Shalini Gupta, Neena Wagh and Kusum Tiwari – all mothers of intellectually disabled children – will conduct a special workshop for potential filmmakers and scriptwriters at the ongoing 42nd International Film Festival of India (IFFI) in order to create a wave of social awareness about the needs of children suffering from intellectual disabilities like autism, down syndrome and cerebral palsy.
“We have come to Goa with real story ideas, which we will share with potential filmmakers and scriptwriters. There are many more stories like ‘Taare Zameen Par’, ‘Paa’ and ‘My Name Is Khan’ that remain untold and there is a dire need to make films on other aspects of intellectual disability,” Gupta said.
The trio are a part of Saath, a loosely strung Delhi-based non-registered collective of 250-odd parents who have specially abled children, spread across India and abroad.
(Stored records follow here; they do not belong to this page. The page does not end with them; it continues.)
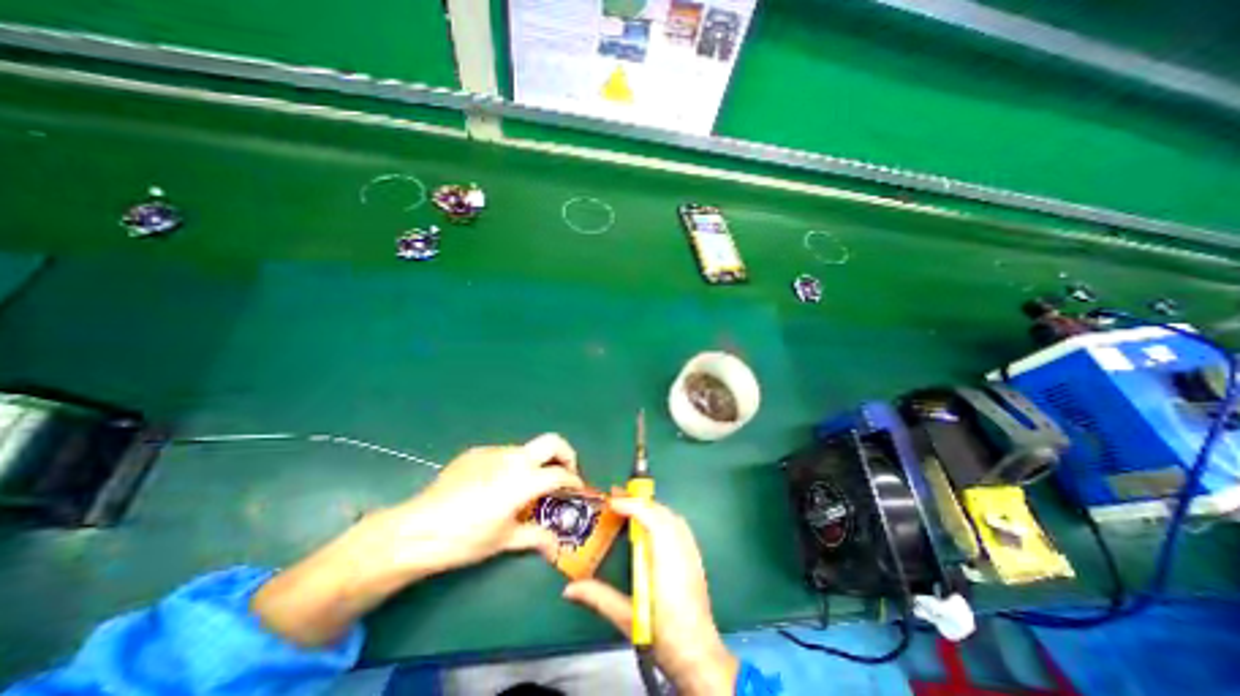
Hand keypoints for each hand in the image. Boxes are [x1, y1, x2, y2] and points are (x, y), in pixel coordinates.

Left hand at [373, 431, 586, 579]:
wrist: (417, 529)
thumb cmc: (465, 538)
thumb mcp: (504, 539)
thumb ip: (536, 538)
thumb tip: (556, 549)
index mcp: (524, 479)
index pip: (560, 474)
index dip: (574, 481)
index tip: (577, 490)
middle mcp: (513, 458)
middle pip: (552, 441)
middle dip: (566, 454)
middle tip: (564, 474)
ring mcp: (493, 451)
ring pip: (526, 449)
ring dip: (535, 463)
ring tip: (526, 487)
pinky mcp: (476, 452)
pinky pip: (503, 454)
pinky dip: (511, 465)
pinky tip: (497, 486)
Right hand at [563, 496, 733, 692]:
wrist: (699, 655)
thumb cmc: (663, 635)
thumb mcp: (627, 618)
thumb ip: (599, 598)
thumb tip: (569, 589)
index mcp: (666, 561)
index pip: (651, 519)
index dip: (632, 505)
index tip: (611, 501)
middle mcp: (681, 549)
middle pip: (661, 513)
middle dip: (638, 501)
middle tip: (615, 498)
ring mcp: (691, 552)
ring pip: (671, 516)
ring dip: (650, 507)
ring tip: (629, 507)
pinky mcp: (695, 557)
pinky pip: (678, 525)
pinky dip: (662, 516)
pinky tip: (651, 523)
“Our main problem is the lack of awareness, when it comes to intellectual disabilities. People who are blind, deaf or ones with locomotive disability can self-propagate their needs, but until recently not too many people knew about things like autism,” Neena Wagh told IANS.
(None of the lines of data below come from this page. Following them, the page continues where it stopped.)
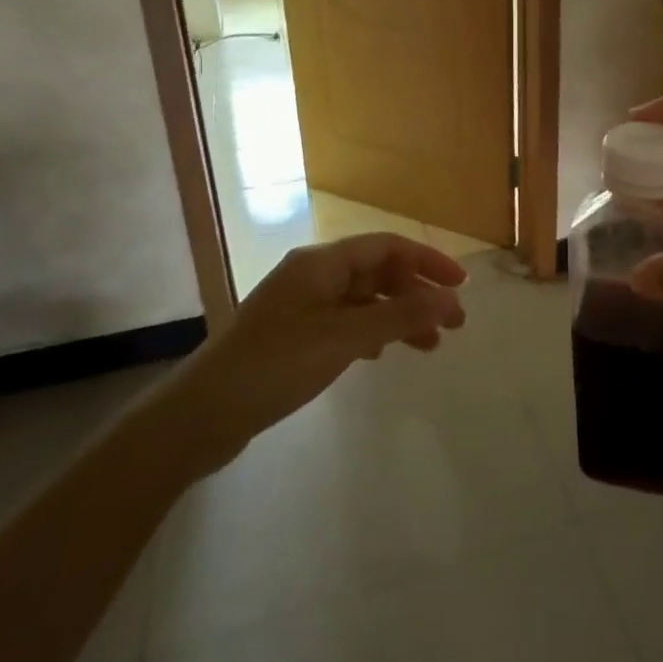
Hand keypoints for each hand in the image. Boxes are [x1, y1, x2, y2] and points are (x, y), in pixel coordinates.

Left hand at [162, 234, 467, 477]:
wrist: (202, 414)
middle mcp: (313, 275)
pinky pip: (347, 322)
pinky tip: (384, 355)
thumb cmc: (276, 364)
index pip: (387, 247)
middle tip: (453, 323)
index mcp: (322, 262)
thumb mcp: (344, 338)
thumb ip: (399, 316)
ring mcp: (302, 305)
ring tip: (430, 346)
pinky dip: (373, 333)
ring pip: (365, 300)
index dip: (428, 261)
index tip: (460, 286)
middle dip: (417, 293)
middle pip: (378, 272)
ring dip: (399, 316)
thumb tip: (450, 299)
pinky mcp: (295, 335)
Wagh said that films like TZP and a teleserial named “Aapki Antara” had done well to take the message to society, which due to an absolute lack of awareness and the ability to deal with special children, did not know how to handle such children.
“But these films have helped. I remember we were going on a picnic and one rural Haryanvi bus conductor said ‘madam, yeh ‘Taare Zameen Par’ waale bachche hain na’,” Wagh said.
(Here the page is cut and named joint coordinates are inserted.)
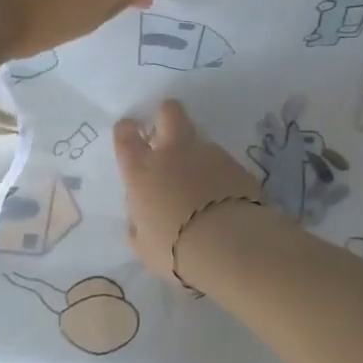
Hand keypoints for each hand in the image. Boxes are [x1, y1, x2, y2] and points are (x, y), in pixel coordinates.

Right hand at [114, 101, 262, 278]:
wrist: (227, 244)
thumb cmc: (174, 249)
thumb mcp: (144, 245)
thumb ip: (139, 225)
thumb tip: (140, 217)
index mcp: (142, 171)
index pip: (126, 136)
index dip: (127, 129)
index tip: (130, 131)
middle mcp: (173, 153)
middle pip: (169, 113)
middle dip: (166, 115)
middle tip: (167, 131)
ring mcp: (208, 154)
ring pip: (200, 140)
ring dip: (197, 155)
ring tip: (203, 184)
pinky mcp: (236, 164)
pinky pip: (223, 162)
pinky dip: (220, 174)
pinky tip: (225, 196)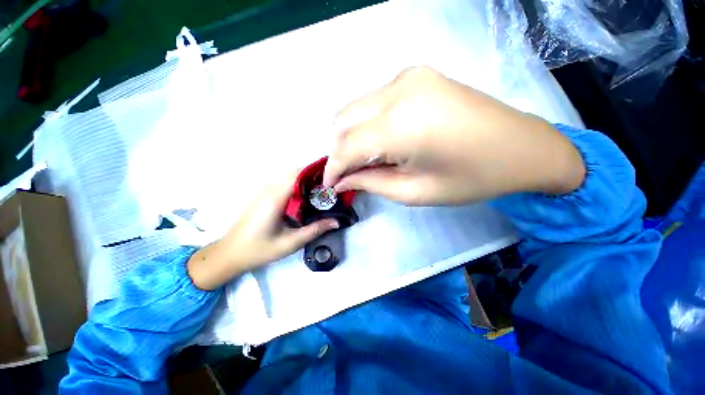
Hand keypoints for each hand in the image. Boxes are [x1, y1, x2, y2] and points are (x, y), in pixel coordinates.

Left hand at [187, 173, 338, 289]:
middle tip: (331, 189)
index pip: (297, 174)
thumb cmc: (259, 249)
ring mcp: (265, 192)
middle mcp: (269, 189)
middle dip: (314, 177)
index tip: (332, 178)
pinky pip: (284, 186)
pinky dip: (298, 188)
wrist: (229, 254)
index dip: (315, 172)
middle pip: (295, 174)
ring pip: (290, 179)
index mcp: (275, 198)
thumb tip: (336, 221)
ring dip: (306, 183)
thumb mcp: (290, 242)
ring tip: (323, 194)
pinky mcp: (264, 197)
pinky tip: (307, 200)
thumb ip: (314, 230)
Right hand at [323, 66, 584, 205]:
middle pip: (343, 121)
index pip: (347, 146)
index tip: (329, 186)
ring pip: (355, 108)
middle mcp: (398, 90)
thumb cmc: (472, 178)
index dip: (333, 168)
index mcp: (402, 124)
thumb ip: (371, 183)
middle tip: (349, 174)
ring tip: (366, 160)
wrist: (523, 146)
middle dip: (339, 151)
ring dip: (351, 137)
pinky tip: (383, 141)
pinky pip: (373, 101)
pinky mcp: (416, 75)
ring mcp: (407, 77)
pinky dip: (367, 124)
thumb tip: (342, 182)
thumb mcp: (415, 192)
While Saath is scheduled to present three short audio-visual films on intellectual disability at the IFFI, festival Director Shankar Mohan said that it was a moment of inspiration from French filmmaker Bertrand Tarvernier – who was awarded the lifetime achievement award at IFFI 2011 – which resulted in this special session, where the parents would bounce off film and documentary ideas to budding filmmakers and scriptwriters on intellectual disability.
“Tarvernier, during his press conference, talked of the filmmakers’ social responsibility and then I found myself talking to Shalini (Gupta), when the idea struck me that we could facilitate an interaction with the filmmakers. Films should entertain, but they should not be divorced from social responsibility,” Mohan said.